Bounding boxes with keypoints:
◆ ◆ ◆

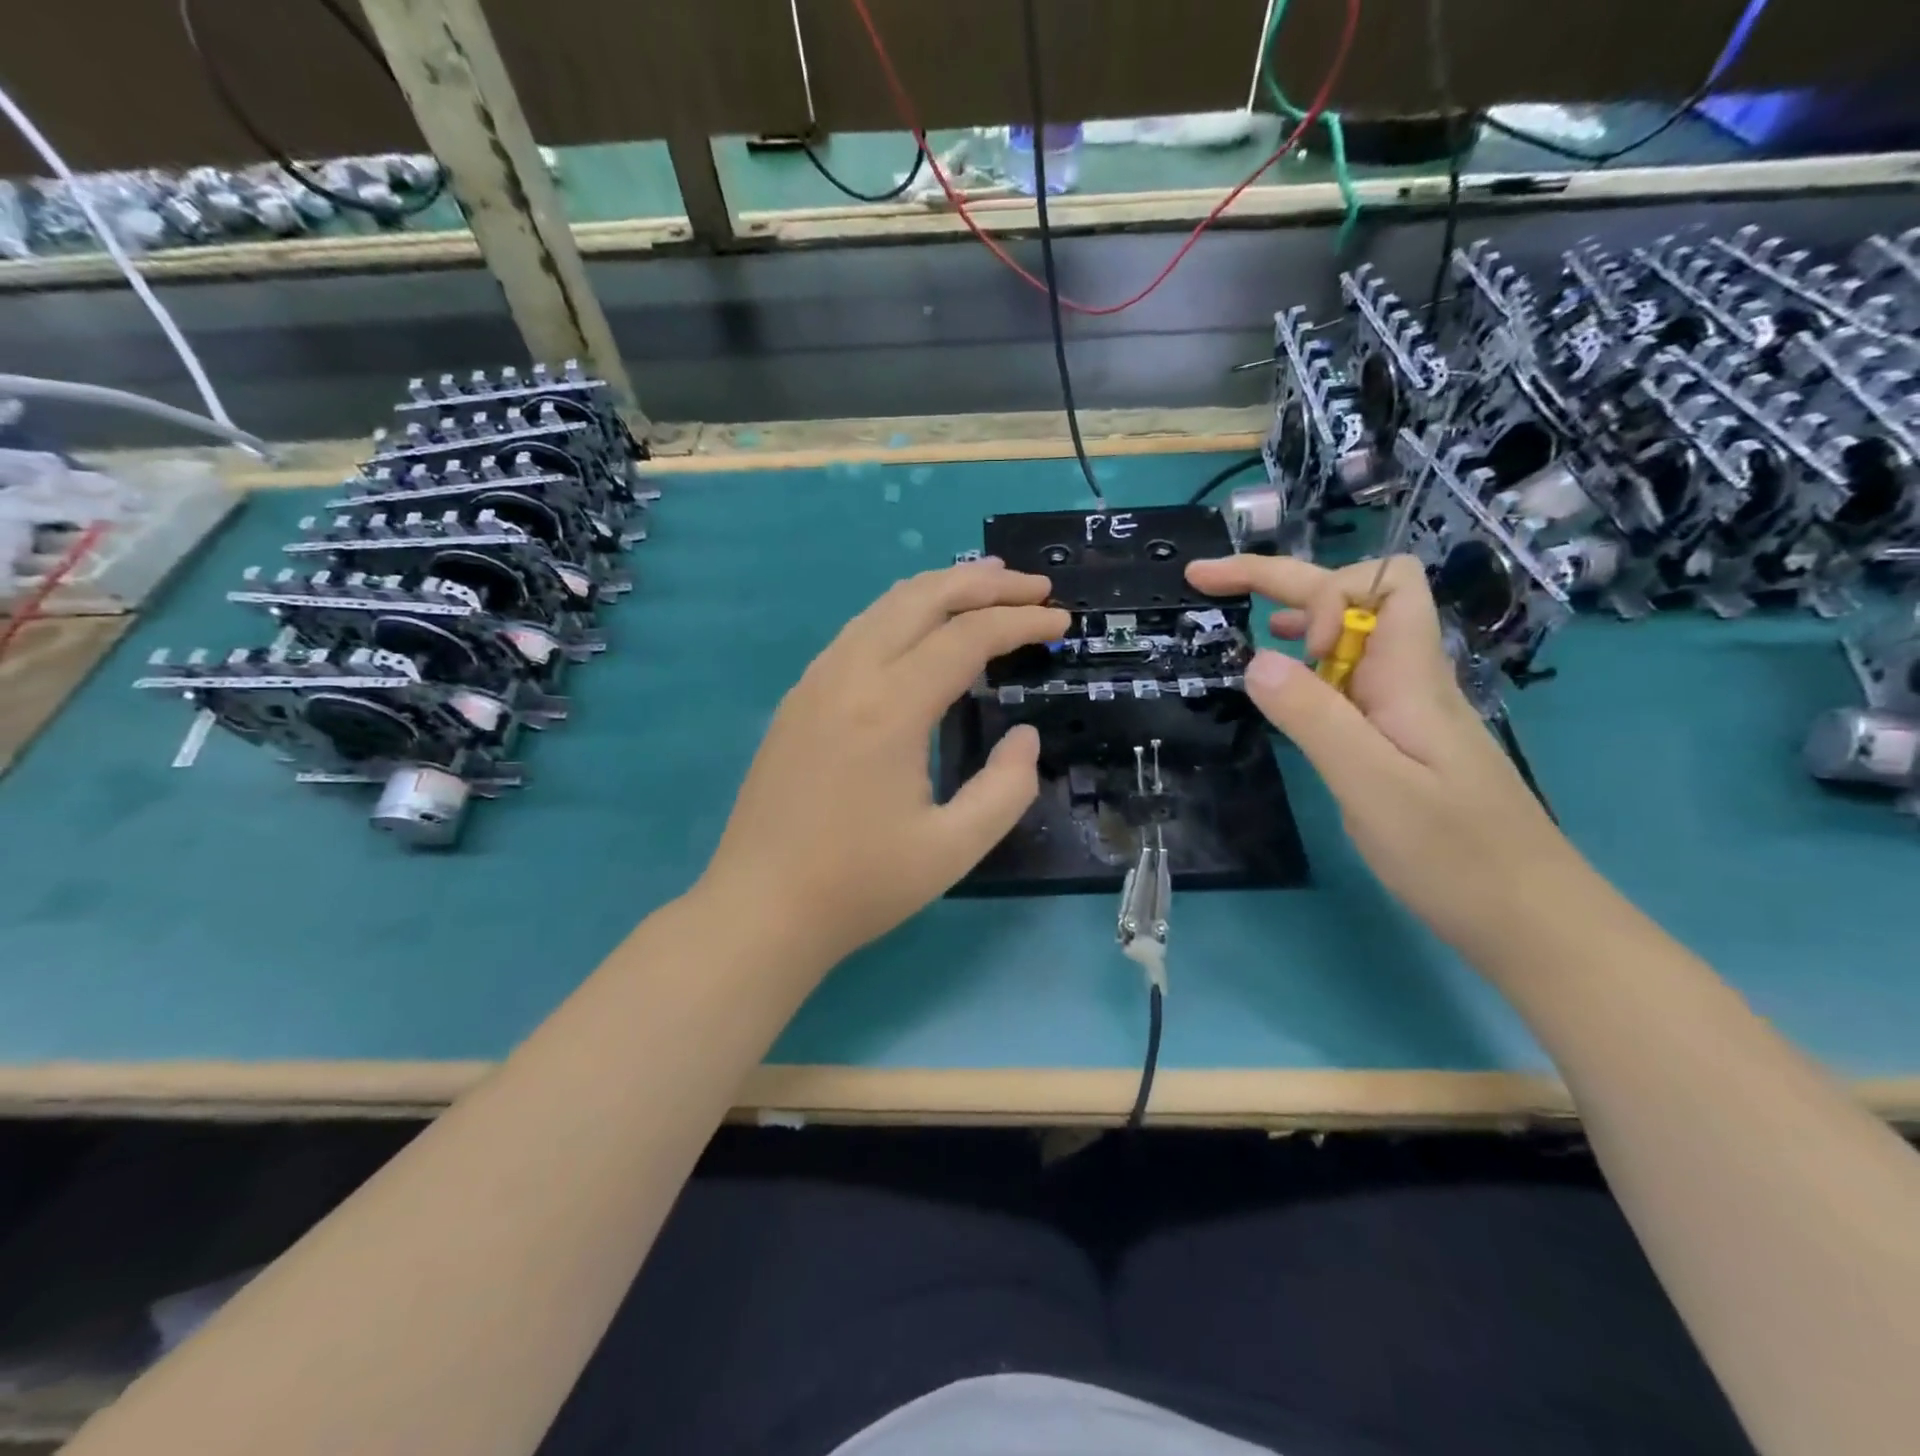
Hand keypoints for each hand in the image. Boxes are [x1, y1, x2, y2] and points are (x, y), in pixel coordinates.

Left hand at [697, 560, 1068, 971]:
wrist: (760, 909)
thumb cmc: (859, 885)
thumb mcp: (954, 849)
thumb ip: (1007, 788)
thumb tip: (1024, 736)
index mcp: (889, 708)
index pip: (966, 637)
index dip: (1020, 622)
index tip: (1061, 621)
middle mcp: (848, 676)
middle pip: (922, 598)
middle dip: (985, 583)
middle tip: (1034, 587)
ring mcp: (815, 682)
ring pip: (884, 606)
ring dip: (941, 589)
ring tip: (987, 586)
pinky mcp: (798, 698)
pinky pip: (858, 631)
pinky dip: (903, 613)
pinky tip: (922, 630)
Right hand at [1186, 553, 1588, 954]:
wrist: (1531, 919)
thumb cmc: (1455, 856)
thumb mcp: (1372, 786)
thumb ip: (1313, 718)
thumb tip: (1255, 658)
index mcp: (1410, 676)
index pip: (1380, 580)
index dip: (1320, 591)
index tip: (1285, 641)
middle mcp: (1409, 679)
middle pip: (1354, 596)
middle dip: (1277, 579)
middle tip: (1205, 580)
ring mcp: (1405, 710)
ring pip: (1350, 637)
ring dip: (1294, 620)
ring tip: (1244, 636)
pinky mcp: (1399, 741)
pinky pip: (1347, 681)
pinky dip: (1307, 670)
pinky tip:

◆ ◆ ◆

About this exercise:
Nothing but the exact text of the records should appear in your answer, with no pictures. Please write it out.

Exercise response:
Hand keypoints for each hand in the image. Boxes are [x1, y1, x2, y2] and points are (x, y), in pixel coordinates.

Left hand at [697, 560, 1068, 971]:
wrist: (760, 909)
thumb cmc: (859, 885)
thumb mcp: (954, 849)
thumb ip: (1007, 788)
thumb tip: (1024, 736)
index mcp: (889, 708)
index pip: (966, 637)
index dip: (1020, 622)
index tip: (1061, 621)
middle mcp: (848, 676)
middle pip: (922, 598)
middle dip: (985, 583)
middle tip: (1034, 587)
ring mcp: (815, 682)
ring pip: (884, 606)
ring dip: (941, 589)
ring tip: (987, 586)
pinky mcp: (798, 698)
pinky pip: (858, 631)
pinky dip: (903, 613)
pinky tip: (922, 630)
Right hand at [1186, 553, 1588, 954]:
wrist: (1531, 919)
thumb cmc: (1455, 856)
thumb mcp: (1372, 786)
thumb ip: (1313, 718)
thumb tip: (1255, 658)
index mcp: (1410, 676)
index pip: (1380, 580)
index dip: (1320, 591)
index tip: (1285, 641)
middle mcp: (1409, 679)
middle pip: (1354, 596)
middle dip: (1277, 579)
middle tip: (1205, 580)
ring mcp: (1405, 710)
ring pip: (1350, 637)
ring dip: (1294, 620)
ring tip: (1244, 636)
pinky mcp: (1399, 741)
pinky pip: (1347, 681)
pinky dip: (1307, 670)
pinky tip:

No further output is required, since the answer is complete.